A man claiming to be Santa Claus arrives in Orlando, Florida, where Ernest P. Worrell is working as a taxicab driver. He picks up Santa, who tells Ernest that he is on his way to inform a local celebrity named Joe Carruthers that he has been chosen to be the new Santa Claus. Joe hosts a local children's program with emphasis on manners and integrity.
While they are driving, a runaway teenage girl who says she is named Harmony Starr joins Ernest and Santa in the taxicab. When they get to their destination, Santa possesses no legal currency (only play money), so in his giving Christmas spirit, Ernest lets him ride for free. The decision gets Ernest fired from his job. Ernest later discovers that Santa left his magic sack in the taxicab, and Ernest begins a quest to find the old man and return it to him.

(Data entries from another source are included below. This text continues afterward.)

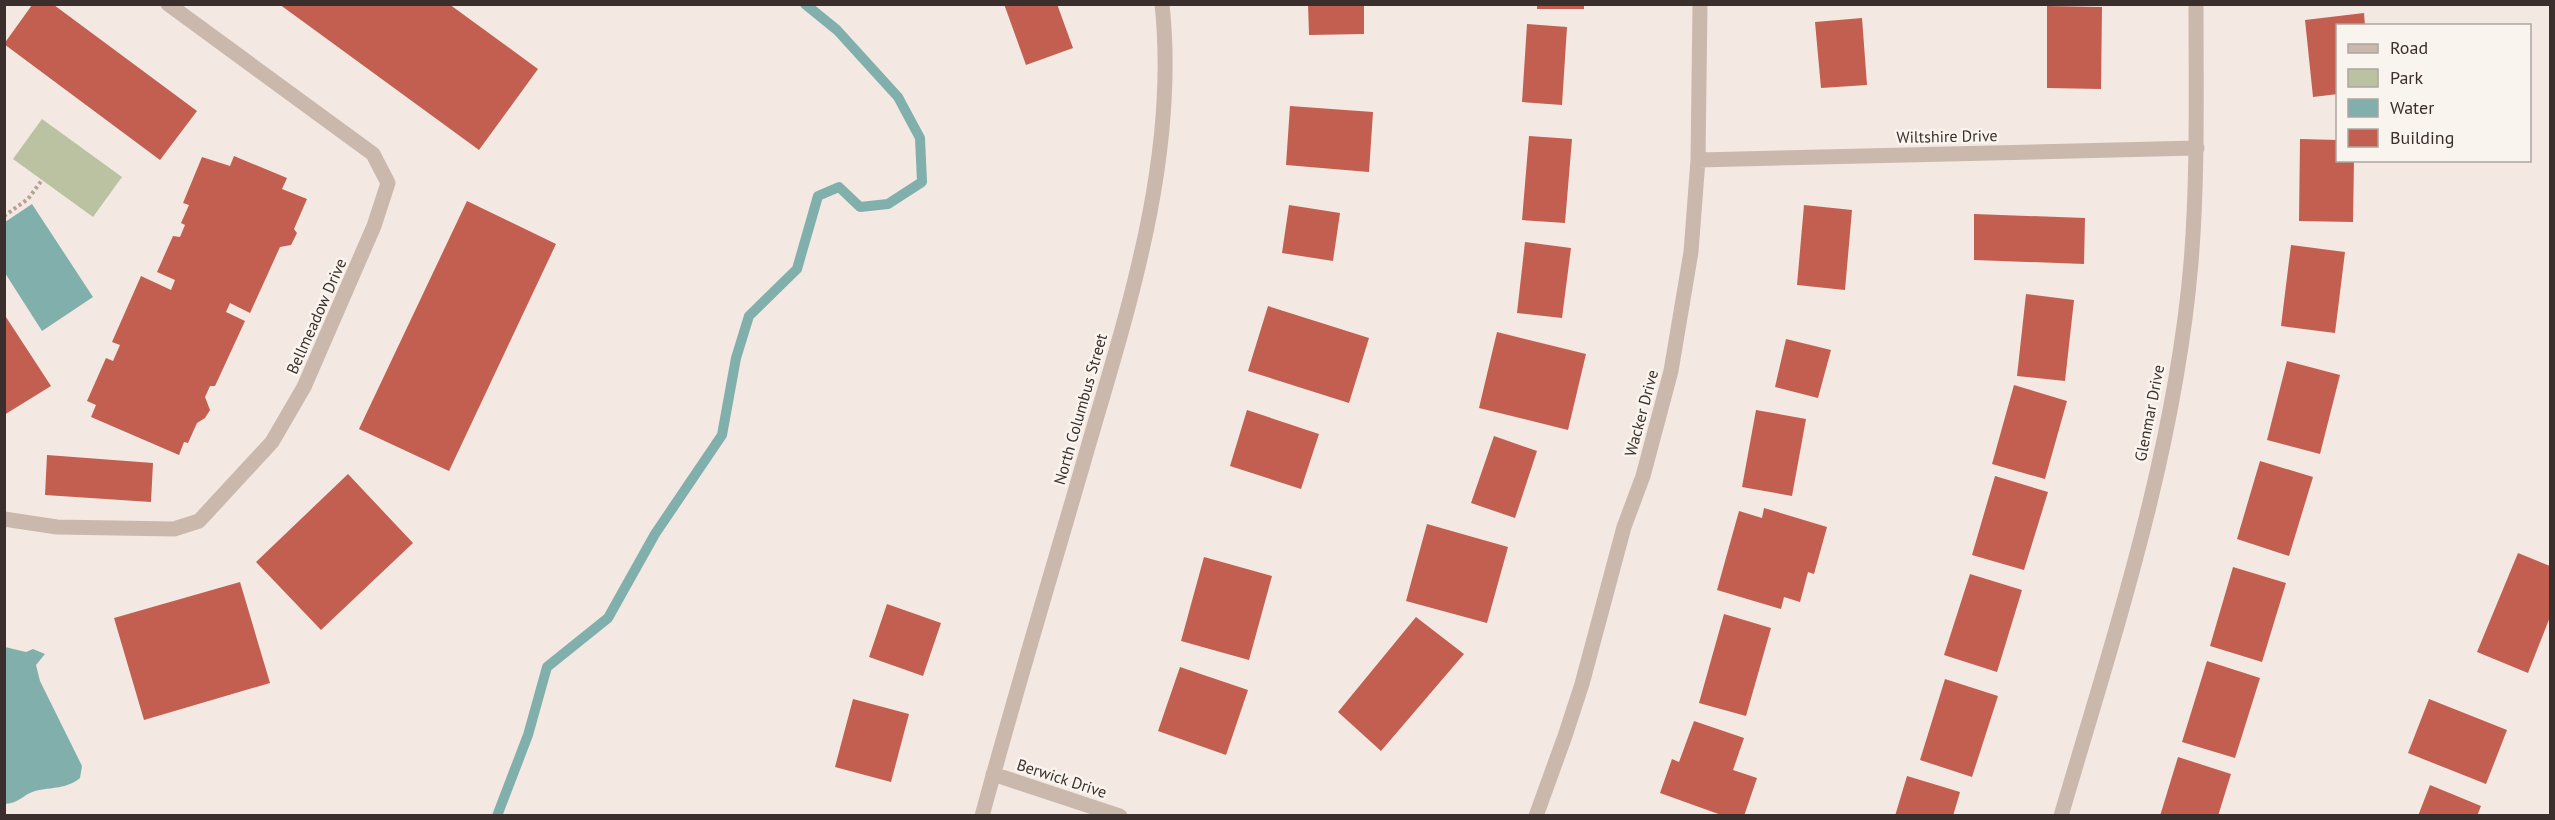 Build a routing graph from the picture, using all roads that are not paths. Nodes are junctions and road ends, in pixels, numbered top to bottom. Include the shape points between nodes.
1 (168, 4) edge
2 (1162, 4) edge
3 (1700, 4) edge
4 (2196, 4) edge
5 (2197, 148) junction
6 (1698, 160) junction
7 (4, 519) edge
8 (993, 774) junction
9 (982, 816) edge
10 (1120, 816) edge
11 (1536, 816) edge
12 (2061, 816) edge

1 - 7 street, Bellmeadow Drive via 373,154 388,183 374,226 304,387 272,442 199,521 174,529 57,527
2 - 8 street, North Columbus Street via 1162,122 1136,282
3 - 6 street, Wacker Drive
4 - 5 street, Glenmar Drive
5 - 6 street, Wiltshire Drive
5 - 12 street, Glenmar Drive via 2191,264 2177,368 2156,471 2117,623
6 - 11 street, Wacker Drive via 1691,252 1671,370 1582,684
8 - 9 street, North Columbus Street
8 - 10 street, Berwick Drive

At the Orlando Children's Museum, Santa tries talking to Joe, but is rudely interrupted and rebuffed by Joe's agent Marty Brock. Santa begins to worry when he discovers his sack is missing, and becomes more discouraged because of his increasing forgetfulness, a result of being 151 years old. Santa tries to explain his predicament, but Joe does not believe him and Marty has Santa arrested. Ernest poses as an employee of the governor with Harmony as the governor's niece, and the two help Santa escape from jail by convincing the police chief that Santa must be taken to an insane asylum. Santa explains to Ernest and Harmony that he was handed down the job of Santa Claus in 1889 and has enjoyed it ever since, but the magic grows weaker over time. The only way to restore its full strength is to pass it on to someone else which is why he must find Joe and make him the new Santa Claus by 7 pm. Ernest disguises himself as a snake rancher so he can sneak Santa into a movie studio. Marty presses Joe to quit his children's job and instead land a part in a horror film titled Christmas Slay, about an alien which terrorizes children on Christmas Eve, a concept that offends Santa so deeply he punches the director.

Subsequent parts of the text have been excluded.